Preferably, the acid in step a) is selected from one or more of hydrobromic acid, oxalic acid, hypochlorous acid, p-toluenesulfonic acid, hydrochloric acid, sulfuric acid, nitric acid, acetic acid and trifluoroacetic acid.
Preferably, the first solvent in step a) is selected from one or more of acrylonitrile, acetonitrile, propionitrile, acetone, methyl ethyl ketone, methyl isobutyl ketone, cyclohexanone and diethyl ether.

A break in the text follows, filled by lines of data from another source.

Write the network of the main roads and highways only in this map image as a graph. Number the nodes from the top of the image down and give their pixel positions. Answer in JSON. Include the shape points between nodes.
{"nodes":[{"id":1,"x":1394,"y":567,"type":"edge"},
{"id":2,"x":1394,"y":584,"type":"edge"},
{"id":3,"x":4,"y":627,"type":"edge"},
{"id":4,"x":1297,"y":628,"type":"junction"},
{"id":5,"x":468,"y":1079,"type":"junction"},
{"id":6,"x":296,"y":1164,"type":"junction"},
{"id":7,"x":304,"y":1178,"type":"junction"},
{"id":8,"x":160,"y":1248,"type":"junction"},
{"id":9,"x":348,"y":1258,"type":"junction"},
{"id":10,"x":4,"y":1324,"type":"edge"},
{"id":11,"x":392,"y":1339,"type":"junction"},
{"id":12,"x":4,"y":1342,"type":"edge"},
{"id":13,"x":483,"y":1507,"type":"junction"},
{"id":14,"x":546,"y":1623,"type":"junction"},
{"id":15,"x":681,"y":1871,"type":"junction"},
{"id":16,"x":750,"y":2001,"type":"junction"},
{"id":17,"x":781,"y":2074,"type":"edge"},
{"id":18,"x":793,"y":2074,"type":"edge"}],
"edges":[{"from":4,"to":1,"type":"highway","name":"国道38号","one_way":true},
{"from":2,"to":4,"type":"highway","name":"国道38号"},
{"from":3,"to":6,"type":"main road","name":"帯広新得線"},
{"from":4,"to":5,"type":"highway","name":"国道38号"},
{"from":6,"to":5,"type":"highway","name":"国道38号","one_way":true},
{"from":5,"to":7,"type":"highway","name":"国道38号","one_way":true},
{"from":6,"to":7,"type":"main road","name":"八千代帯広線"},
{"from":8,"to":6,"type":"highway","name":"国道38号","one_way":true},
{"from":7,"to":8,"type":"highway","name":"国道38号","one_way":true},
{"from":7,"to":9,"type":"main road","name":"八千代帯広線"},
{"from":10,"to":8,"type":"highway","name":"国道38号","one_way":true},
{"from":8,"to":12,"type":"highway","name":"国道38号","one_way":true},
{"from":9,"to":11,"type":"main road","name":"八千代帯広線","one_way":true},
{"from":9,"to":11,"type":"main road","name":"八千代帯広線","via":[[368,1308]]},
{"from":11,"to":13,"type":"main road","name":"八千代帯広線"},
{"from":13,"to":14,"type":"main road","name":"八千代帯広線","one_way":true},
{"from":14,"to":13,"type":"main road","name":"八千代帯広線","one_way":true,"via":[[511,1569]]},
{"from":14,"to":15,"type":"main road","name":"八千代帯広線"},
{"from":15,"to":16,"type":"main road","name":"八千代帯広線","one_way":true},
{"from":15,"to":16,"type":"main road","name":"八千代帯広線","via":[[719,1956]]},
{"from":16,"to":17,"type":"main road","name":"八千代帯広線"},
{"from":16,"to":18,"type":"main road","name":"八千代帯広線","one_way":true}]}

Preferably, the molar ratio of the compound represented by the formula (I) in the step a) to the urotropine is 1: (0.25 to 1).

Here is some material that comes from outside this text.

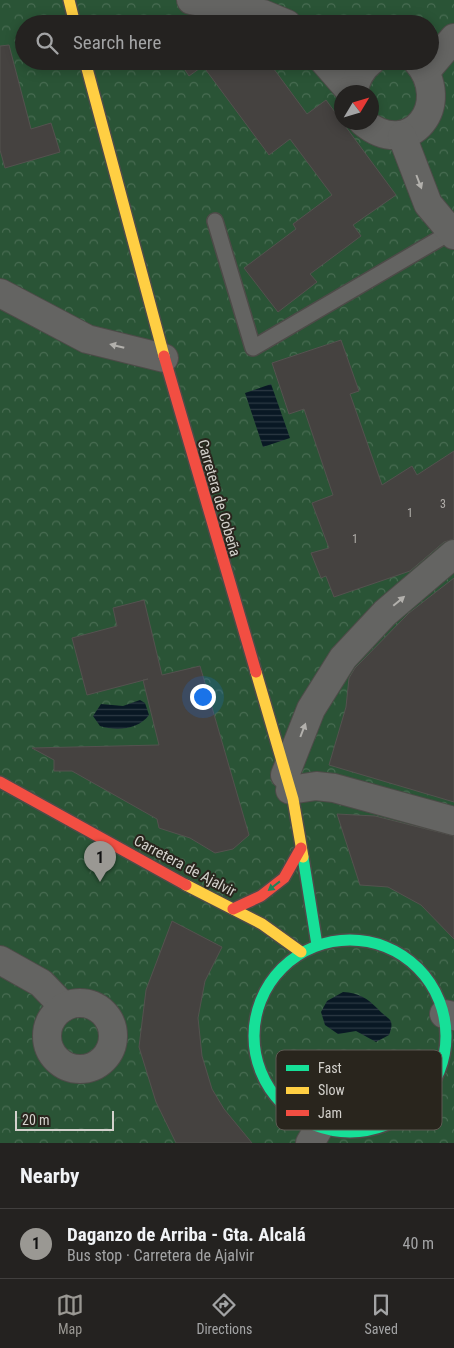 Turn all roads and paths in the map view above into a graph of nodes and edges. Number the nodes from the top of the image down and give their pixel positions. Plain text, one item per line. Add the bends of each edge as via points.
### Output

Preferably, the mass ratio of the compound having the structure represented by formula (I), the acid and the first solvent in step a) is 1: (1-10): (5-20).
Preferably, the temperature of the first reaction in the step a) is 30-100 ℃, and the time is 4-17 h.

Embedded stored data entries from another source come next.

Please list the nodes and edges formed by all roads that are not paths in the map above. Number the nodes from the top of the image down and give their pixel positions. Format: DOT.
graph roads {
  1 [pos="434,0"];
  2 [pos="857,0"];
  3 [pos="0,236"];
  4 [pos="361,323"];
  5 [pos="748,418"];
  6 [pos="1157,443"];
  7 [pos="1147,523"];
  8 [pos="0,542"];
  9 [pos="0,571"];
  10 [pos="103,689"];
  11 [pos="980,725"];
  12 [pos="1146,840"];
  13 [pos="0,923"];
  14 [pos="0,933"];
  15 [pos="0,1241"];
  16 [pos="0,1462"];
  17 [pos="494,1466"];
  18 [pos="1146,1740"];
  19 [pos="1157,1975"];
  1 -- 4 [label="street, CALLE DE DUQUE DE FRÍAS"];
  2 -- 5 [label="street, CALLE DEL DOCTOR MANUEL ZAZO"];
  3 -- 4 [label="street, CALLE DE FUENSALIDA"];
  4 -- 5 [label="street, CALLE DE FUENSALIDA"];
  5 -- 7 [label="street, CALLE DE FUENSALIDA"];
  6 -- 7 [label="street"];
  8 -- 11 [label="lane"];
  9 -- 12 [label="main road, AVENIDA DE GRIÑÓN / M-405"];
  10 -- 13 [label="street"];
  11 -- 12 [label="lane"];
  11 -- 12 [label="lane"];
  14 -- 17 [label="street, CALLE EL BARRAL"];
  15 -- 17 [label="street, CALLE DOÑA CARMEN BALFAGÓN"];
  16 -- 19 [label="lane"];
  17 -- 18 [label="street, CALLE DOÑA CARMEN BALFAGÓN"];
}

Preferably, the catalyst in step b) is selected from one or more of palladium carbon, nickel formate, platinum black, platinum carbon, nickel-alumina, ultrafine nickel, raney cobalt and raney copper.
Preferably, the second solvent in step b) is selected from one or more of methanol, toluene, o-xylene, m-xylene and p-xylene.
Preferably, the mass ratio of the structural compound represented by the formula (II) in the step b), the catalyst and the second solvent is 1: (0.01-0.35): (20 to 50).
Preferably, the temperature of the second reaction in the step b) is 60-140 ℃, the pressure is 0.5-2 MPa, and the time is 3-10 h.
The invention provides a preparation method of norbornane dimethylamine, which comprises the following steps: a) mixing a compound with a structure shown in a formula (I), urotropine, acid and a first solvent, and carrying out a first reaction to obtain a first reaction mixture; neutralizing and filtering the first reaction mixture in sequence for the first time, and purifying the obtained filtrate for the first time to obtain a compound with a structure shown in a formula (II); b) mixing the compound with the structure shown in the formula (II) obtained in the step a) with hydrogen, a catalyst and a second solvent, and carrying out a second reaction to obtain a second reaction mixture; and then carrying out secondary filtration on the second reaction mixture, and carrying out secondary purification on the obtained filtrate to obtain norbornane dimethylamine. Compared with the prior art, the preparation method provided by the invention can avoid using hydrogen cyanide, rhodium catalyst and other ligands, and has the advantages of simple method, easy operation, high product yield and wide application prospect.
Drawings
FIG. 1 is a hydrogen spectrum of norbornanediamine provided in example 1 of the present invention;
FIG. 2 shows a high resolution mass spectrum of norbornanedimethylamine provided in example 1 of the present invention.
Detailed Description
The technical solutions of the present invention will be described clearly and completely with reference to the following embodiments of the present invention, and it should be understood that the described embodiments are only a part of the embodiments of the present invention, and not all of the embodiments. All other embodiments, which can be derived by a person skilled in the art from the embodiments given herein without making any creative effort, shall fall within the protection scope of the present invention.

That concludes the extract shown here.